April 3rd, 2014
(Chapter 1 & 2)
Covering all psychological theories doesn’t allow you to learn enough about any one theory. -
There is more scientific data supporting behavioral psychology compared to other views. -
With education in behavioral analysis, you can get a job as soon as you graduate using ABA – Applied Behavior Analysis.
Biologically helpful stimuli may NOT be reinforcers.
Biologically harmful stimuli CAN be reinforcers.
ex) salt, processed sugar, trans fat, cigarettes
CHAPTER 2 – REINFORCEMENT: POSITIVE
Reinforcement Principle – a response will occur more frequently if a reinforcer or an increase in a reinforcer has followed it in the past, in a similar setting.
Reinforcement Contingency – a response contingent presentation of a reinforcer, resulting in an increased frequency of that response.
Environmental Quality General Rule – You can increase the frequency of entering a setting by putting more reinforcers in that setting, but you will have to make some reinforcers contingent on productive behavior if you want that to increase productivity in that setting.
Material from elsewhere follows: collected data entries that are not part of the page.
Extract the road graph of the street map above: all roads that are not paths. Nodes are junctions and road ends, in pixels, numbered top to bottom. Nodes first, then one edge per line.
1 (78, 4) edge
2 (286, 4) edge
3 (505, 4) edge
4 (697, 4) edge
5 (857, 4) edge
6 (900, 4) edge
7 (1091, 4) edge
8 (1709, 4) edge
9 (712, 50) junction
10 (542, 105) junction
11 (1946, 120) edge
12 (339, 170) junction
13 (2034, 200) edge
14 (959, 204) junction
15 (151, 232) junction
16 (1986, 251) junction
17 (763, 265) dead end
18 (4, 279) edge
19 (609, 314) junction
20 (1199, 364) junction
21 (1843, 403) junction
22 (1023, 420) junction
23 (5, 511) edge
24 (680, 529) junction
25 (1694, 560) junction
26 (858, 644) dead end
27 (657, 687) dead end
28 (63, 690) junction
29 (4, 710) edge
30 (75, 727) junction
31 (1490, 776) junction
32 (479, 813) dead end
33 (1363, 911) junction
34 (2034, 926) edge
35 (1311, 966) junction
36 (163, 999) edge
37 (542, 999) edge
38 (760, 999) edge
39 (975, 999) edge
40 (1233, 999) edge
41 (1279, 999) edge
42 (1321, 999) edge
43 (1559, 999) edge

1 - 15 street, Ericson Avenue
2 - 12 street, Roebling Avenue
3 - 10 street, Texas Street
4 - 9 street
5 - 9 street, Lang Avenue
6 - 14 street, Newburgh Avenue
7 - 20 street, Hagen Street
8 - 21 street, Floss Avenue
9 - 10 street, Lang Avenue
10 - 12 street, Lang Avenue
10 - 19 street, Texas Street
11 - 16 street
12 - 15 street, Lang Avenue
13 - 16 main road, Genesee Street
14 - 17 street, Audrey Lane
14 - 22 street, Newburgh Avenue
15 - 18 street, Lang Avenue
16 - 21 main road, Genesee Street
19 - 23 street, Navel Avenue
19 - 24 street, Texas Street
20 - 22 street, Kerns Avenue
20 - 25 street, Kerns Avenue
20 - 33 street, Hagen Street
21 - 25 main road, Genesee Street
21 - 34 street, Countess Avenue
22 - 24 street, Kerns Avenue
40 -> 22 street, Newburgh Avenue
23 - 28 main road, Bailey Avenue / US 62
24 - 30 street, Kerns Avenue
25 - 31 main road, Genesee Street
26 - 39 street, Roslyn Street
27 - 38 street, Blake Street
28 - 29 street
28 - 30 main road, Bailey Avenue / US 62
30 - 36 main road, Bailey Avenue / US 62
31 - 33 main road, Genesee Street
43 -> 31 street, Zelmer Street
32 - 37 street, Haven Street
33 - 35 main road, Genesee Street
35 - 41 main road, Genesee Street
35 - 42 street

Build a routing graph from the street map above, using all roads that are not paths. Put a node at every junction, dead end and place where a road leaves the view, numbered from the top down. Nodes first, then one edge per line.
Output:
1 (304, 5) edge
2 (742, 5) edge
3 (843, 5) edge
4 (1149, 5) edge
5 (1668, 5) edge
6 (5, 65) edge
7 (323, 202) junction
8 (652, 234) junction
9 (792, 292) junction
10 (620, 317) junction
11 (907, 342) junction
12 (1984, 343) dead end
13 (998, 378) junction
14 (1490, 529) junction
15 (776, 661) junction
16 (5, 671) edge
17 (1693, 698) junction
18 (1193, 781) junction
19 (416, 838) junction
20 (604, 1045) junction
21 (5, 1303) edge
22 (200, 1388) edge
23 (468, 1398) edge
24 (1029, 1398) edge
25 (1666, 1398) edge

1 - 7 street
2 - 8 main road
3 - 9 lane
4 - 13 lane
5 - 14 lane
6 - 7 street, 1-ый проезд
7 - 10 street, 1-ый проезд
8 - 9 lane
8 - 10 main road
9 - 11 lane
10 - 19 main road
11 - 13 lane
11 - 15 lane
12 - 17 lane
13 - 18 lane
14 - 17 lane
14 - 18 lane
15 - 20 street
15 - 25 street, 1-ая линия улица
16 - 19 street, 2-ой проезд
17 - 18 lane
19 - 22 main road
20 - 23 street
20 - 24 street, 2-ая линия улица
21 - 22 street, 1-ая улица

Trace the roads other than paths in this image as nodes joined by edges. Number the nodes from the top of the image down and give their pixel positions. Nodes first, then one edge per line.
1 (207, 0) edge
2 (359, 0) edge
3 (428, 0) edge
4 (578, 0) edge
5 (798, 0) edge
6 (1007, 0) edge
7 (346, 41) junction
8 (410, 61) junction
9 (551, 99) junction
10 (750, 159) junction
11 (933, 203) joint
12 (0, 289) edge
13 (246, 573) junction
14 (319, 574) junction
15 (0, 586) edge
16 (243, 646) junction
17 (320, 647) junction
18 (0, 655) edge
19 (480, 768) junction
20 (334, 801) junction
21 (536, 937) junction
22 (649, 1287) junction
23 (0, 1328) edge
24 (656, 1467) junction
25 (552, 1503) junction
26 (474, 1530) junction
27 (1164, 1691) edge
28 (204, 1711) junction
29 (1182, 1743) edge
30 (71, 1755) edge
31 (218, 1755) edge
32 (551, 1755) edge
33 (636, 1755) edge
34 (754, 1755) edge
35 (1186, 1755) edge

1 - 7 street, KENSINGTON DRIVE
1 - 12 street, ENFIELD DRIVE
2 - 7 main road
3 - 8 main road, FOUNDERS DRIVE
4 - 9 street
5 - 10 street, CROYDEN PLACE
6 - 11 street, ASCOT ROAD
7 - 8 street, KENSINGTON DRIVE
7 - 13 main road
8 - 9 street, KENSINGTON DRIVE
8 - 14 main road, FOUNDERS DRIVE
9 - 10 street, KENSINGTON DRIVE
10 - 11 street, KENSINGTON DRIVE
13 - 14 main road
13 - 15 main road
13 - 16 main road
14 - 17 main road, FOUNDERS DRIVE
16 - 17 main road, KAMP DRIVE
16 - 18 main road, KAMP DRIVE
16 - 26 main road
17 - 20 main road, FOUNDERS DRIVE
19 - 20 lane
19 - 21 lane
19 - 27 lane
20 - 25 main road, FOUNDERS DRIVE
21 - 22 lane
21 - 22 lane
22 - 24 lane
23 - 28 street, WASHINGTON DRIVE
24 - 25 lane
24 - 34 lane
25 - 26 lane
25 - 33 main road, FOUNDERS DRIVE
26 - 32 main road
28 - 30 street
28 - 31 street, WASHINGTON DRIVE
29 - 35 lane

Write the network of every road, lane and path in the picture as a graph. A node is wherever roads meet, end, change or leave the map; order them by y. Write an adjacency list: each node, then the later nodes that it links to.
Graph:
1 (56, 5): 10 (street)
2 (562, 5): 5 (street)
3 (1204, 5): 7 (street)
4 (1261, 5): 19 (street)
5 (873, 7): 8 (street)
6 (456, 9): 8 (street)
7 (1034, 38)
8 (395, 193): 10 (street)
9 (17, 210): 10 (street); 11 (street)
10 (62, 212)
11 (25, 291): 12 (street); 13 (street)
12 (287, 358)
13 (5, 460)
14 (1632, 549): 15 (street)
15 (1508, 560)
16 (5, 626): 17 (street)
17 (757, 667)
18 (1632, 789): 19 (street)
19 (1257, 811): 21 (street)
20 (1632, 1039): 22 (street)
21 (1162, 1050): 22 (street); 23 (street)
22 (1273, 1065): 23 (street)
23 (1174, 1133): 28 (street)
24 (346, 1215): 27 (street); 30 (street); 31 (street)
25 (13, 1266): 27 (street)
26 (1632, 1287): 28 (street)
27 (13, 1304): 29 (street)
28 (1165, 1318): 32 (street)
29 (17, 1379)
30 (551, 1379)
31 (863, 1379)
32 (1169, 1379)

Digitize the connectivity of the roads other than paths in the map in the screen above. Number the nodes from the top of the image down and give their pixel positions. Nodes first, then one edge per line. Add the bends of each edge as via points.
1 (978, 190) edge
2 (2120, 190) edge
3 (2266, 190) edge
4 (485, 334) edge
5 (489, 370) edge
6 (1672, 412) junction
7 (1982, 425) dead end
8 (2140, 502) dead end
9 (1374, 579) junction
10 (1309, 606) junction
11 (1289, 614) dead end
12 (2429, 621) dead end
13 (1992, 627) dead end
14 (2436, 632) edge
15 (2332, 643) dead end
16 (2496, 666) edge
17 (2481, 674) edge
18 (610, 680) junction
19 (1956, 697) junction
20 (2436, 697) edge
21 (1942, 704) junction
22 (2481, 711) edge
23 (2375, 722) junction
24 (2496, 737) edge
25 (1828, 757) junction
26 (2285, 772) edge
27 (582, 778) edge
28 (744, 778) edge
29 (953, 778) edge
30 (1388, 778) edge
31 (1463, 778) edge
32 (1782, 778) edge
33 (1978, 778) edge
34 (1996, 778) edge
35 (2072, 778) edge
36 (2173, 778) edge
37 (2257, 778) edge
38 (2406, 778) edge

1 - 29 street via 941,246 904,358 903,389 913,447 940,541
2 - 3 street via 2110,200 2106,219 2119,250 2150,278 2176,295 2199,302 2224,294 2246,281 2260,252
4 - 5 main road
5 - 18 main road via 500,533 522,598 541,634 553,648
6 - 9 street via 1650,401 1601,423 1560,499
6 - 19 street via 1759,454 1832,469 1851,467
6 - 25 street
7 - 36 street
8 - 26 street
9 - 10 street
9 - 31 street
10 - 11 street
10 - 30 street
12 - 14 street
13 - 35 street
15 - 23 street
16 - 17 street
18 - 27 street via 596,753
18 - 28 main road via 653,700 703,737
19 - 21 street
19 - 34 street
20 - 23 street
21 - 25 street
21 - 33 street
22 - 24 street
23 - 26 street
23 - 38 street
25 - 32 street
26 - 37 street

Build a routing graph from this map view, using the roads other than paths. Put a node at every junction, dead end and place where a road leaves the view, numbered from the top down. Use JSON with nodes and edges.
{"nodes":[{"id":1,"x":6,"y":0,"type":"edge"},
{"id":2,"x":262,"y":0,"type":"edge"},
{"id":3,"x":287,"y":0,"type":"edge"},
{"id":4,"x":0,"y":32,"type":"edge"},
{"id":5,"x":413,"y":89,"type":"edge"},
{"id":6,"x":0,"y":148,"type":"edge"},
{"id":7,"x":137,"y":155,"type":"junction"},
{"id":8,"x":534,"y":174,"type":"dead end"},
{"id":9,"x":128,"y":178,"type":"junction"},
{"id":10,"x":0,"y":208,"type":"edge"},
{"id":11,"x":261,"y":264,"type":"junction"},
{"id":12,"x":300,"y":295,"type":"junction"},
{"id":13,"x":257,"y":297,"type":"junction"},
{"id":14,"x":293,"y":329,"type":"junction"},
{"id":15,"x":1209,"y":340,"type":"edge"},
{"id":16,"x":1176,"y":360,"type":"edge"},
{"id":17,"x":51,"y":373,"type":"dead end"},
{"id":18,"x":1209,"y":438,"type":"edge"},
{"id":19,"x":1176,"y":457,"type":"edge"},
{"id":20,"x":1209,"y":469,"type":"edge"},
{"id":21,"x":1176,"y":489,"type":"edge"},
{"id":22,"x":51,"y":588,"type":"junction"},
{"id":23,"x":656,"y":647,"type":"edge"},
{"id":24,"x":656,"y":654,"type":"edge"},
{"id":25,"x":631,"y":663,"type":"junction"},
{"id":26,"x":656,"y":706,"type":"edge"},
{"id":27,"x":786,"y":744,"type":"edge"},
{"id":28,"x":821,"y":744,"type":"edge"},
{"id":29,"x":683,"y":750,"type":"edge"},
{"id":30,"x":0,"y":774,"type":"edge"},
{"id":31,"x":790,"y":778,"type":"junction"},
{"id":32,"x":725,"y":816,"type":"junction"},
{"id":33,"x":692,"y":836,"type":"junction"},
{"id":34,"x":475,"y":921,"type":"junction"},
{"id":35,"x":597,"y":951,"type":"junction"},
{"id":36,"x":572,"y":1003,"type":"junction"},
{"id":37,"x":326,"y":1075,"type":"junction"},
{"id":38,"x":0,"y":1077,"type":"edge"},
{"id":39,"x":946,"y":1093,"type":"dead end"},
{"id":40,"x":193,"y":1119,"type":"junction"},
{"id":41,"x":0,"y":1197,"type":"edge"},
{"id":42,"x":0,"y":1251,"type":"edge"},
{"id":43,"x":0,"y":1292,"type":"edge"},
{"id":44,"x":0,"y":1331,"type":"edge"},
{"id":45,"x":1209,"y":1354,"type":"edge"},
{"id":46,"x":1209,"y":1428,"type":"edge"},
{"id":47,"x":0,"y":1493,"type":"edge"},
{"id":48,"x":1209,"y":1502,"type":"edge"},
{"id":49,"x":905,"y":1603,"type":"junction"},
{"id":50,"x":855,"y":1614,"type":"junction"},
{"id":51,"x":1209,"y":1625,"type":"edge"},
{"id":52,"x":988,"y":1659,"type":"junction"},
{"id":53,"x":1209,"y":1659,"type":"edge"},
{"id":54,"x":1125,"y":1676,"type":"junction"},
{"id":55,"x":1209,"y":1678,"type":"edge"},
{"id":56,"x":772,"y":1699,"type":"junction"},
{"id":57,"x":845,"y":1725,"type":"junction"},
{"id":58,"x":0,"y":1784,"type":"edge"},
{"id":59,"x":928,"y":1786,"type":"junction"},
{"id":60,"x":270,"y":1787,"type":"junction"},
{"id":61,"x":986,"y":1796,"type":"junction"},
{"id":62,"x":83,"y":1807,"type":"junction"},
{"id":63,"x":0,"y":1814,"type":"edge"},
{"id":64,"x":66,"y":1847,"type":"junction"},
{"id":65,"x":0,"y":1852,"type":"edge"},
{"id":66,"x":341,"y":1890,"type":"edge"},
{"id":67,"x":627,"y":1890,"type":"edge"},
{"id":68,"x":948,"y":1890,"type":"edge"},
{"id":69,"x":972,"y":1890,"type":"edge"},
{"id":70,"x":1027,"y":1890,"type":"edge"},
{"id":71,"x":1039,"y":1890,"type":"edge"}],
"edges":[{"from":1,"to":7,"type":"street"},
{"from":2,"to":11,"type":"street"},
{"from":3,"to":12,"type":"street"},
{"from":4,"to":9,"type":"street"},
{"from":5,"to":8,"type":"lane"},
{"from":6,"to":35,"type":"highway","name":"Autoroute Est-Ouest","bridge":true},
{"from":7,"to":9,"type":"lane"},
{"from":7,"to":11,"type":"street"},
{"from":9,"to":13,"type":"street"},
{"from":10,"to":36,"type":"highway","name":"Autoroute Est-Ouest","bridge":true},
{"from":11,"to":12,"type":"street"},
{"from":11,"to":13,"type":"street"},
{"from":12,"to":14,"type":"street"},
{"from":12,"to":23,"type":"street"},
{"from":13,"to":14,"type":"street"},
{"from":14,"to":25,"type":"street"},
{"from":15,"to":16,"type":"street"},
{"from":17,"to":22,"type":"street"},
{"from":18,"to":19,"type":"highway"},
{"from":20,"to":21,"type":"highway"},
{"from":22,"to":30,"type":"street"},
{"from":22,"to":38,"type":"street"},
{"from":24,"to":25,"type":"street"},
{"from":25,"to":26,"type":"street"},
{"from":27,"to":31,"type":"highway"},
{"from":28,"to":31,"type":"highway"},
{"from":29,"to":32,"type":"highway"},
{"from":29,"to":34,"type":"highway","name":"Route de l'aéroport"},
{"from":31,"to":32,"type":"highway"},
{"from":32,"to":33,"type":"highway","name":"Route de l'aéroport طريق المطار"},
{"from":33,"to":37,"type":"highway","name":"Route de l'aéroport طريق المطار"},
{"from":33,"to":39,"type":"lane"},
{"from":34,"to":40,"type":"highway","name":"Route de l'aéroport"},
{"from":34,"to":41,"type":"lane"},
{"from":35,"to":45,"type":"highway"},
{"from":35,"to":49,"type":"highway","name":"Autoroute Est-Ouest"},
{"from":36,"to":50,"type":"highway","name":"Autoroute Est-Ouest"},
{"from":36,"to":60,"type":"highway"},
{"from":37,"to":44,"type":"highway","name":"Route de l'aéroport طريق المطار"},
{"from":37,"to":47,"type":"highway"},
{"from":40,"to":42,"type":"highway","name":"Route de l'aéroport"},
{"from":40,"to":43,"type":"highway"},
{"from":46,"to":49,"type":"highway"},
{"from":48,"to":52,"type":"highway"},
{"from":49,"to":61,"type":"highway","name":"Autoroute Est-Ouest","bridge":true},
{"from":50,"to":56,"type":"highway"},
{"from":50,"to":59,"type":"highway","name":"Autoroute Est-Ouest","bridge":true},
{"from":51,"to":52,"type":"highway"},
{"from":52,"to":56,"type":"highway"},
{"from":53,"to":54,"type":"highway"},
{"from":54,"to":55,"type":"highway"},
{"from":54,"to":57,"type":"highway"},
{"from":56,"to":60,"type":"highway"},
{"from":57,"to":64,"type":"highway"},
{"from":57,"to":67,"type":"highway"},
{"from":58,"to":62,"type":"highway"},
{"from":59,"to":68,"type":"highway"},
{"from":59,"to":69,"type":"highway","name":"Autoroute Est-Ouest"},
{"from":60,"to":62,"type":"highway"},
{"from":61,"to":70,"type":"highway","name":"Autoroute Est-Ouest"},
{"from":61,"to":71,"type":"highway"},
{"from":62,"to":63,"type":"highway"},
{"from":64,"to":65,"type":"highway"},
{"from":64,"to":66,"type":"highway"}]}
Skinner Box – commonly used test chamber invented by Douglas Ellson. Includes a response device and a source of reinforcers.
The “Don’t Say” Rule – with non-verbal organisms, don’t say………
- Learns that
- Figures out
- In order to
- Don’t say “wants”
- Trying to
- Makes the connection
CHAPTER 3 – ESCAPE (NEGATIVE REINFORCEMENT)
Aversive stimulus – a stimulus that increases the future frequency of a response that its removal (termination) follows. -
the removal or reduction of an aversive stimulus, contingent on a response, reinforces that response….as a result, the frequency of that response increases. -
Escape response – one that removes or reduces an aversive stimulus -
Example) Ed receives a shock….so he moves his leg and receives no shock. The removal of the leg is an escape response and aversive stimulus is the electric shock.
Escape contingency – the response contingent removal of an aversive stimulus resulting in an increased frequency of that response. -
form of reinforcement by removal of an aversive stimulus
Reinforcer vs Reinforcement by the removal of aversive stimulus -
They both produce the same results ---an increased response frequency -
Functional Assessment – an assessment of the contingencies responsible for problem behavior
Sick Social Cycle (Victim’s escape model) - in escaping, the perpetrator’s aversive behavior, the victim unintentionally reinforces that aversive behavior.
Parsimony – the use of no unnecessary concepts, principles, or assumption.
Toothpaste theory of abnormal behavior - abnormal behavior flows out of sick people like toothpaste squeezed from a tube. The abnormal behavior results from inner pressure.
CHAPTER 4 – PUNISHMENT (Positive)
Punishment contingency – response contingent presentation of an aversive condition (negative reinforcer) resulting in a decreased frequency of that response
Overcorrection – a contingency on inappropriate behavior requiring the person to engage in an effortful response that more than corrects the effects of the inappropriate behavior. Sick-social cycle (victims punishment model) – the perpetrator’s aversive behavior punishes the victim’s appropriate behavior. The victim stopping the appropriate behavior unintentionally reinforces that aversive behavior.
Independent variable – the variable the experimenter systematically manipulates to influence the dependent variable
Dependent variable – a measure of the subject’s behavior
Multiple-baseline design – an experimental design in which the replication involves baselines of differing durations and interventions of differing starting times.